Ter-Petrosian loyalists, meanwhile, are increasingly buoyed by their
leader’s return to active politics. "If this momentum is maintained
during the election campaign, his victory will become inevitable,"
Aghasi Yenokian, a local pundit sympathetic to the ex-president, told
EurasiaNet. Opposition leaders, many of whom have been in talks with
Ter-Petrosian for months about his return to politics, argue that
the government is increasingly ill at ease with the prospect. On
October 23, police detained a dozen pro-Ter-Petrosian activists,
among them two newspaper editors, who were publicizing the planned
demonstration in downtown Yerevan. They were released the next morning
after four-hour negotiations between Ter-Petrosian and senior police
officers. The activists had decided to take to the streets after
none of Armenia’s leading TV stations loyal to Kocharian agreed to
broadcast paid rally advertisements. One regional TV channel, which
aired a September speech by Ter-Petrosian that was his first in a
decade, now claims to be harassed by security and tax officials.

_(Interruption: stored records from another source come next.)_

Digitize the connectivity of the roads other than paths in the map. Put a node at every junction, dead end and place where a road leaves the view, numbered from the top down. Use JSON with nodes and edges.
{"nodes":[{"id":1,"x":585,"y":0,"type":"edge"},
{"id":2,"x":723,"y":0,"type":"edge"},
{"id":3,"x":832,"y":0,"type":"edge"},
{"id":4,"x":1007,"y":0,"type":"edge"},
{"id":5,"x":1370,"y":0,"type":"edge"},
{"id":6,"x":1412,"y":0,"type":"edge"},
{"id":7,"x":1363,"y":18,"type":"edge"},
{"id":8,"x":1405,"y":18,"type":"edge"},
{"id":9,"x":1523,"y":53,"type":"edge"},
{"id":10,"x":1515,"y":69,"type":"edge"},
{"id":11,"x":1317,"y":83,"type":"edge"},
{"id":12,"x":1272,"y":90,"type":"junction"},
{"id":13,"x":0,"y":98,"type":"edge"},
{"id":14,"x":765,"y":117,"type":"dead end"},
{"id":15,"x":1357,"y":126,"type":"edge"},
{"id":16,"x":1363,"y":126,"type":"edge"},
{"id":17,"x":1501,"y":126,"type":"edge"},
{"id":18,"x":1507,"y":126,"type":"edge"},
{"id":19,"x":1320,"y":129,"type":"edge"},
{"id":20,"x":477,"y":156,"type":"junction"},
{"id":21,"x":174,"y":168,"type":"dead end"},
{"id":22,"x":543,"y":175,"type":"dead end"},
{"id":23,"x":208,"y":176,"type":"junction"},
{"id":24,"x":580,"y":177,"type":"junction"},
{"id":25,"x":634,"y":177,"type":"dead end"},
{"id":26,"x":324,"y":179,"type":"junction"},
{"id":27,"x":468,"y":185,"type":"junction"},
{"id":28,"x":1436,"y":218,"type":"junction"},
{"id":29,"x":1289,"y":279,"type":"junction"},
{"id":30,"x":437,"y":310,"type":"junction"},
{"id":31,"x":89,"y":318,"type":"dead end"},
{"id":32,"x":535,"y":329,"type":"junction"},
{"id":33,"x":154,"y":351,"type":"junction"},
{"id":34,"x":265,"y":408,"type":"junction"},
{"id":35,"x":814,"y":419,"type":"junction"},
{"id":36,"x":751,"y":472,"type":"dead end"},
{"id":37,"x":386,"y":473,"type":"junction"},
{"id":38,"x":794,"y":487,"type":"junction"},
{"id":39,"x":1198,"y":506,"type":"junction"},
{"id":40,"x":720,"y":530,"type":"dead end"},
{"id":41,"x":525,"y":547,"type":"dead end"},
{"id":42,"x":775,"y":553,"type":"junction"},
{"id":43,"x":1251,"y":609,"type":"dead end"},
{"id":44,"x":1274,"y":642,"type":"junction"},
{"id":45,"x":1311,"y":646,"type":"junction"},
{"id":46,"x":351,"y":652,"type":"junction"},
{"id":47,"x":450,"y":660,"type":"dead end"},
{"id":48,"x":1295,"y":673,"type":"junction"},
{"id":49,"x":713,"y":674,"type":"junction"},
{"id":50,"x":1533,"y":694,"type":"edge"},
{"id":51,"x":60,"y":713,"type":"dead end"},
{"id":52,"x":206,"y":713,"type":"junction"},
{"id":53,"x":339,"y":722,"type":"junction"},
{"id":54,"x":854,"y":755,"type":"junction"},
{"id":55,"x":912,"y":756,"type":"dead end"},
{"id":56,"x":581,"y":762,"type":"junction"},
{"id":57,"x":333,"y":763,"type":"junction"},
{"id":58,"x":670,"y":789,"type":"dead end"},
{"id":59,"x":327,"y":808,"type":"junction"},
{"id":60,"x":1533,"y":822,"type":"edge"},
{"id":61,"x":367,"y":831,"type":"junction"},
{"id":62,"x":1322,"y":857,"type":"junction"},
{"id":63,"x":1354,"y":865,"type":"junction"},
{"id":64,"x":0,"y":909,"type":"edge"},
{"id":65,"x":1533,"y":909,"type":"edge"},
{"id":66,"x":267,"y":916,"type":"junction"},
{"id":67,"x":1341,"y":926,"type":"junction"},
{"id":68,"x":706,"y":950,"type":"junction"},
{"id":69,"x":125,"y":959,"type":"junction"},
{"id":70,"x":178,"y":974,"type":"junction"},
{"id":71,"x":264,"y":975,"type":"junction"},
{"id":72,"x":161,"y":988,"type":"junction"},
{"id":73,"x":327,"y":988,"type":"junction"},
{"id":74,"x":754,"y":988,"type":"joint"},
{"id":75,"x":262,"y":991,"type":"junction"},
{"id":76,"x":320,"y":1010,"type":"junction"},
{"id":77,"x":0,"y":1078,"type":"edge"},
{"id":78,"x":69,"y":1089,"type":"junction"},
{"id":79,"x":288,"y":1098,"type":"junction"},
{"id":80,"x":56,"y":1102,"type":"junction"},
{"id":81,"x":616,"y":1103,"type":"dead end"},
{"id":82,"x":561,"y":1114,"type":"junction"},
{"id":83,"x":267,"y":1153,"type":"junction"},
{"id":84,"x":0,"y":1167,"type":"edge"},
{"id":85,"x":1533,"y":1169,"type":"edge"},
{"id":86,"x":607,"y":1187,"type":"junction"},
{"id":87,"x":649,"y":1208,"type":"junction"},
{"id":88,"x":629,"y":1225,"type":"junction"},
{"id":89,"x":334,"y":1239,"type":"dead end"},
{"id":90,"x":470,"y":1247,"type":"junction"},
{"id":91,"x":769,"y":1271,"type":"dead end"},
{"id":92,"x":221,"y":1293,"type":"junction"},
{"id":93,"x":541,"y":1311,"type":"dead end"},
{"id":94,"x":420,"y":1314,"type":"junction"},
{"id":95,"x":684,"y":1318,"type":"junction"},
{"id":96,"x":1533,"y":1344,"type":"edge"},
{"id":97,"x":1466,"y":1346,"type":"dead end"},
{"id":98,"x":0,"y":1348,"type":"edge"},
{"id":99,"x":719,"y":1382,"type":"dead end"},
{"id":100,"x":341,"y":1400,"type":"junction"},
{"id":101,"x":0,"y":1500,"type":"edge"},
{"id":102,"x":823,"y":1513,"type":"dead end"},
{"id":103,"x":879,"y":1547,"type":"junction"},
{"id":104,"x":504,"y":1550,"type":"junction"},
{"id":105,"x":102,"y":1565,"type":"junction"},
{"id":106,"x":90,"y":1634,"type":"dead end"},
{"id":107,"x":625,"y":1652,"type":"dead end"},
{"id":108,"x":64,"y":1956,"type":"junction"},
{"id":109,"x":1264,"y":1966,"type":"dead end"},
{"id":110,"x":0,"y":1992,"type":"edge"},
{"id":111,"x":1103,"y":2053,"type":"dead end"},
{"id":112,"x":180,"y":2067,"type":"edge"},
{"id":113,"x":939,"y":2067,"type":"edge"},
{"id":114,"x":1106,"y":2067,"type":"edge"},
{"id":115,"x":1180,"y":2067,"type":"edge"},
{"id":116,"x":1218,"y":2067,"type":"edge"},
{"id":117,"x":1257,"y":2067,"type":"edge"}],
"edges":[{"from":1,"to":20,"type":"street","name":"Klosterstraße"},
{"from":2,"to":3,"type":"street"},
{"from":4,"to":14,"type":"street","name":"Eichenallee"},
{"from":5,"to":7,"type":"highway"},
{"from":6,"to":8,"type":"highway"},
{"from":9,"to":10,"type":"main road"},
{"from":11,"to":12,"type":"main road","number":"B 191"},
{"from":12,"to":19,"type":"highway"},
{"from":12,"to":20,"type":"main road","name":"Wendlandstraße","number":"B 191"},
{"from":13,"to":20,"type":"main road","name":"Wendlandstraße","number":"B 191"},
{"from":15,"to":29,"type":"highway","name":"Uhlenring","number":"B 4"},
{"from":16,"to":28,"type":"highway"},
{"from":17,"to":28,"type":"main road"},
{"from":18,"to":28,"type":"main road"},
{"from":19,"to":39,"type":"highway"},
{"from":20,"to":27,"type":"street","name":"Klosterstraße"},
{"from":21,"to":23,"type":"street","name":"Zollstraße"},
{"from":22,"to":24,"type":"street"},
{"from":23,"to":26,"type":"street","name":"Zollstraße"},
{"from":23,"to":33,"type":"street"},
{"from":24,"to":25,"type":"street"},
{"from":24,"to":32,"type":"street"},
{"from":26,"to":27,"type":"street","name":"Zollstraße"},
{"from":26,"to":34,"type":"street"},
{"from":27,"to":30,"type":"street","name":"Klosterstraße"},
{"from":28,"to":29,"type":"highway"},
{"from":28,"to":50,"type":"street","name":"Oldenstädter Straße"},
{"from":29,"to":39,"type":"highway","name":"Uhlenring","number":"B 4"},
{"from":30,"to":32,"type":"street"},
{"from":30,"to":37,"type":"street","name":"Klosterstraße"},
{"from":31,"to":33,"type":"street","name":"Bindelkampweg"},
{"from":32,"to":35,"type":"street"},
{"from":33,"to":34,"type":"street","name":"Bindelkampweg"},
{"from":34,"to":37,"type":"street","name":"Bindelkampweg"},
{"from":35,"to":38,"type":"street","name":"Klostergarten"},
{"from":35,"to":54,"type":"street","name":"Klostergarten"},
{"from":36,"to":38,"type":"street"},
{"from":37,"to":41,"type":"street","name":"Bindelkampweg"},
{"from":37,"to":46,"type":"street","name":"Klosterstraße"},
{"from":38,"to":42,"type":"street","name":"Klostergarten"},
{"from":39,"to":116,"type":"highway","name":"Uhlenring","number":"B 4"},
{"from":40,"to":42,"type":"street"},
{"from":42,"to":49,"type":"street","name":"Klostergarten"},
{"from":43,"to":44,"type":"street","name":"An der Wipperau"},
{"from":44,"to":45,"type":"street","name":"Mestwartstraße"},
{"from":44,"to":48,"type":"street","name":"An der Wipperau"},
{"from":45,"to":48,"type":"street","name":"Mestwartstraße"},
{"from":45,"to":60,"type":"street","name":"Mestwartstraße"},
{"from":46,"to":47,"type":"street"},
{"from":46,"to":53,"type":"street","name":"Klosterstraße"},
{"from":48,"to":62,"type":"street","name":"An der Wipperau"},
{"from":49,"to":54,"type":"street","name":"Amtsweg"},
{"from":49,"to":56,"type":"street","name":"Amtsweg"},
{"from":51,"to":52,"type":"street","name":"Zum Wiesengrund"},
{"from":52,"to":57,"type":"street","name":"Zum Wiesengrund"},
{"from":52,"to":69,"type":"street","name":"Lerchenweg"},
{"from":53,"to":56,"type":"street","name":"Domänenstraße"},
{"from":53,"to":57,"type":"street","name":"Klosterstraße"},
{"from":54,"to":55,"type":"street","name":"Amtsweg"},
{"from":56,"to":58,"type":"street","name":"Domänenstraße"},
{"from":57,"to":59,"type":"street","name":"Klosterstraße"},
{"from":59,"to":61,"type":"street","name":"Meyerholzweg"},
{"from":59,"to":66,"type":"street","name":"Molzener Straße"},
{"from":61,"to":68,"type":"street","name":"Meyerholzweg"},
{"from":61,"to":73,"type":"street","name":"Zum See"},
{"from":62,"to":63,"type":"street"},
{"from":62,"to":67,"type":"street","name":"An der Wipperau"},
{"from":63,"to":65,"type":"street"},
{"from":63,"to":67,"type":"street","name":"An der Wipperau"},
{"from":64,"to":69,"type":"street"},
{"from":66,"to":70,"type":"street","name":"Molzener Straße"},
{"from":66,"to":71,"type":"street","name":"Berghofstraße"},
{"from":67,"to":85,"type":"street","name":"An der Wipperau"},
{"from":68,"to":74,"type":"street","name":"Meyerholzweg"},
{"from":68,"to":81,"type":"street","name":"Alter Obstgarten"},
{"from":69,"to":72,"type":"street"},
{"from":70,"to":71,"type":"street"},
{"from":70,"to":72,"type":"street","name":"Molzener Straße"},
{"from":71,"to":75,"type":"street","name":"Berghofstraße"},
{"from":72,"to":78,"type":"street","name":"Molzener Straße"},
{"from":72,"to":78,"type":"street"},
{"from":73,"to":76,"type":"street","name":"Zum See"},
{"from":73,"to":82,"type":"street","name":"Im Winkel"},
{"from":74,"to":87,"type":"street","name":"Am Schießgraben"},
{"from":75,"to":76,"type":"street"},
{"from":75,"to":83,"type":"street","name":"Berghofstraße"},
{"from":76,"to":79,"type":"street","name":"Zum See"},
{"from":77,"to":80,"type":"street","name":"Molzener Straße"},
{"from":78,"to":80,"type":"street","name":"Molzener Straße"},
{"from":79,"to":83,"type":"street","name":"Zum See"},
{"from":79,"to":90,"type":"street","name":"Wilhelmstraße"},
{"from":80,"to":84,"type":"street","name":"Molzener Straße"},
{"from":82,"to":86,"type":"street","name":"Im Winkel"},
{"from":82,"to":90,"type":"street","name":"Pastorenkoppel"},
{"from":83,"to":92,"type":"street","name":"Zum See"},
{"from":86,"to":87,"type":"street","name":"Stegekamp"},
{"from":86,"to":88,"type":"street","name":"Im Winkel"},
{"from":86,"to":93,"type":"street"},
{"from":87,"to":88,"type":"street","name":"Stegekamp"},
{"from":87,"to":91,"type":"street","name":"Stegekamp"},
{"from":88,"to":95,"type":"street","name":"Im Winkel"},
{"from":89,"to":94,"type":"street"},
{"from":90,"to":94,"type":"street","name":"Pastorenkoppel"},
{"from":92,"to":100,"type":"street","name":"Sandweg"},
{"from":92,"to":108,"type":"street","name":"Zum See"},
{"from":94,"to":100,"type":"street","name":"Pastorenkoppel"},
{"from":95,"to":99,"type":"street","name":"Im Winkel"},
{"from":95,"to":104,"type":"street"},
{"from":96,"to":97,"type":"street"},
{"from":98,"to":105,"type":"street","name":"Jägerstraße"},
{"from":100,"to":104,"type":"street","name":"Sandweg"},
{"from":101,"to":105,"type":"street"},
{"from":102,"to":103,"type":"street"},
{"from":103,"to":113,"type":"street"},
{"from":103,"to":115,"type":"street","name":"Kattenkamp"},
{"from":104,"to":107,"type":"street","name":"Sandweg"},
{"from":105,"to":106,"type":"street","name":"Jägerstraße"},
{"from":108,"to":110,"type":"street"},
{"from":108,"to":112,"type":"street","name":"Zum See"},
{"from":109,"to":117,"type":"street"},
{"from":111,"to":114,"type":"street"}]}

Transportation was also reportedly restricted between Yerevan and other
parts of the country hours before the landmark rally. In an October
25 editorial, the pro-opposition Yerevan daily Aravot argued that the
Armenian authorities were far more tolerant of dissent in the run-up
to the May parliamentary elections than in the current presidential
campaign. "They either find the upcoming elections more important,
or are scared of Levon," it said. Editor’s Note: Emil Danielyan is a
freelance journalist based in Yerevan.